# [Supplied data]
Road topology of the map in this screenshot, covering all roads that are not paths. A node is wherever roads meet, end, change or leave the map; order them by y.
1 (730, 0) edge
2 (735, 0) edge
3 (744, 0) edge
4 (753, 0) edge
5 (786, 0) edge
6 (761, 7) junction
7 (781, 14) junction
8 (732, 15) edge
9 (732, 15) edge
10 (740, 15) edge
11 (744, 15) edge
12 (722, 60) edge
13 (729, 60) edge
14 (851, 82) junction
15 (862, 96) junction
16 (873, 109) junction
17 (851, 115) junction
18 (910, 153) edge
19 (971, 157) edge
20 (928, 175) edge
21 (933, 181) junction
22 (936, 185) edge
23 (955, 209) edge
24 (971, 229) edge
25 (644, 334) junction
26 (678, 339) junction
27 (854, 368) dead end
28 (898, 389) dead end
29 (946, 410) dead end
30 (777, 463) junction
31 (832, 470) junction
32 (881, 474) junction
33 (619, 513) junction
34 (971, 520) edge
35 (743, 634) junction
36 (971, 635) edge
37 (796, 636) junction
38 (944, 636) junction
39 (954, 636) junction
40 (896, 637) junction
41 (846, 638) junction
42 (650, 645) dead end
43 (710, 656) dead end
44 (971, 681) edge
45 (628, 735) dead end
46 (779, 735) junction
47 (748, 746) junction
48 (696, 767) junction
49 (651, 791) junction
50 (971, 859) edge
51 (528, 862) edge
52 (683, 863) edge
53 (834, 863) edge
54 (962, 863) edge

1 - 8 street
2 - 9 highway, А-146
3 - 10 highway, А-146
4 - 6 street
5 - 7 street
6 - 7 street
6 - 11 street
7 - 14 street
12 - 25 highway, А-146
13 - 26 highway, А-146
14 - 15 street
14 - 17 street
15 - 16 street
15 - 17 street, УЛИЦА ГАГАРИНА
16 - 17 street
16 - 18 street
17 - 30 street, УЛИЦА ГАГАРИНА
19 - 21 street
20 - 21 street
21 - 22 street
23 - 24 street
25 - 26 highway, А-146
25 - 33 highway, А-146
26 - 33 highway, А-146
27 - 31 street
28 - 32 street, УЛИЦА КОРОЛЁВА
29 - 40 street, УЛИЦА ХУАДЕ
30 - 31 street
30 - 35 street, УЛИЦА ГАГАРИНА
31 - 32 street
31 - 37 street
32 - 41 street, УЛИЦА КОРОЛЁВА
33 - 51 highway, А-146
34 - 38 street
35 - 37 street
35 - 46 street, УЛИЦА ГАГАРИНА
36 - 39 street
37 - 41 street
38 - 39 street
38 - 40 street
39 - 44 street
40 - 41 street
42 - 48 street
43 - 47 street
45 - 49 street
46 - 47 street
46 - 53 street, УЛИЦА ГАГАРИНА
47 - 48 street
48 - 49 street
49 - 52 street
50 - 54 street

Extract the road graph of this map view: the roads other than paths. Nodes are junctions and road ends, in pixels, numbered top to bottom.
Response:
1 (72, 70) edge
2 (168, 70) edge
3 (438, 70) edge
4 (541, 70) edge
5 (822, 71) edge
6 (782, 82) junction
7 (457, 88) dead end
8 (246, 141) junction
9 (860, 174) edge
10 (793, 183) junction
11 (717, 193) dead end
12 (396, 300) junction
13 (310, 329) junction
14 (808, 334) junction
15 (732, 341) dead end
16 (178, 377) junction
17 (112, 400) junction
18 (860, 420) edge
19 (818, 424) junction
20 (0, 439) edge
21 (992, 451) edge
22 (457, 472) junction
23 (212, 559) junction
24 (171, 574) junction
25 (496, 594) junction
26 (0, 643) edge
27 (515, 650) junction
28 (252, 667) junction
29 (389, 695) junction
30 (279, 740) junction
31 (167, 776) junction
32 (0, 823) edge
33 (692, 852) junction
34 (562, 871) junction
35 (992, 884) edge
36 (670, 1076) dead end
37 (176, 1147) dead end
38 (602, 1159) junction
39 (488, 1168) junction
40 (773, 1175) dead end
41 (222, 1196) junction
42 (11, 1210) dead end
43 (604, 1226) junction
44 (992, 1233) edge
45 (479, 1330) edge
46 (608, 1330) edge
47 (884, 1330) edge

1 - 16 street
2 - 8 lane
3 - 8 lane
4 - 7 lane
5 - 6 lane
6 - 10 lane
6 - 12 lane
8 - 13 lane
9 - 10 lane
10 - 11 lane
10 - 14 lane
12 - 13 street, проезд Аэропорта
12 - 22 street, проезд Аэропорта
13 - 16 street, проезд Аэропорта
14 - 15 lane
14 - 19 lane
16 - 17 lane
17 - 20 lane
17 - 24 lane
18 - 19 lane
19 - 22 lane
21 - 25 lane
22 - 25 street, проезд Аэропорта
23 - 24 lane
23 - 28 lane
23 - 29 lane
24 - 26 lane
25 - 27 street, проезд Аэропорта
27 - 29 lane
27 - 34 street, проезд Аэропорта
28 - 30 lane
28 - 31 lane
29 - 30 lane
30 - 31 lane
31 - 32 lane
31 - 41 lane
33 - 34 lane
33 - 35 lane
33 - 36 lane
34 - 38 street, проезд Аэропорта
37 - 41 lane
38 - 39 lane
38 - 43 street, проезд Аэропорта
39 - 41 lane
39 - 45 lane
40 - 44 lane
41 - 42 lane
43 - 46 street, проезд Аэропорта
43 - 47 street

# [Your goal]
Throughout the material above, report each line holding the word "highway".

# [Answer area]
2 - 9 highway, А-146
3 - 10 highway, А-146
12 - 25 highway, А-146
13 - 26 highway, А-146
25 - 26 highway, А-146
25 - 33 highway, А-146
26 - 33 highway, А-146
33 - 51 highway, А-146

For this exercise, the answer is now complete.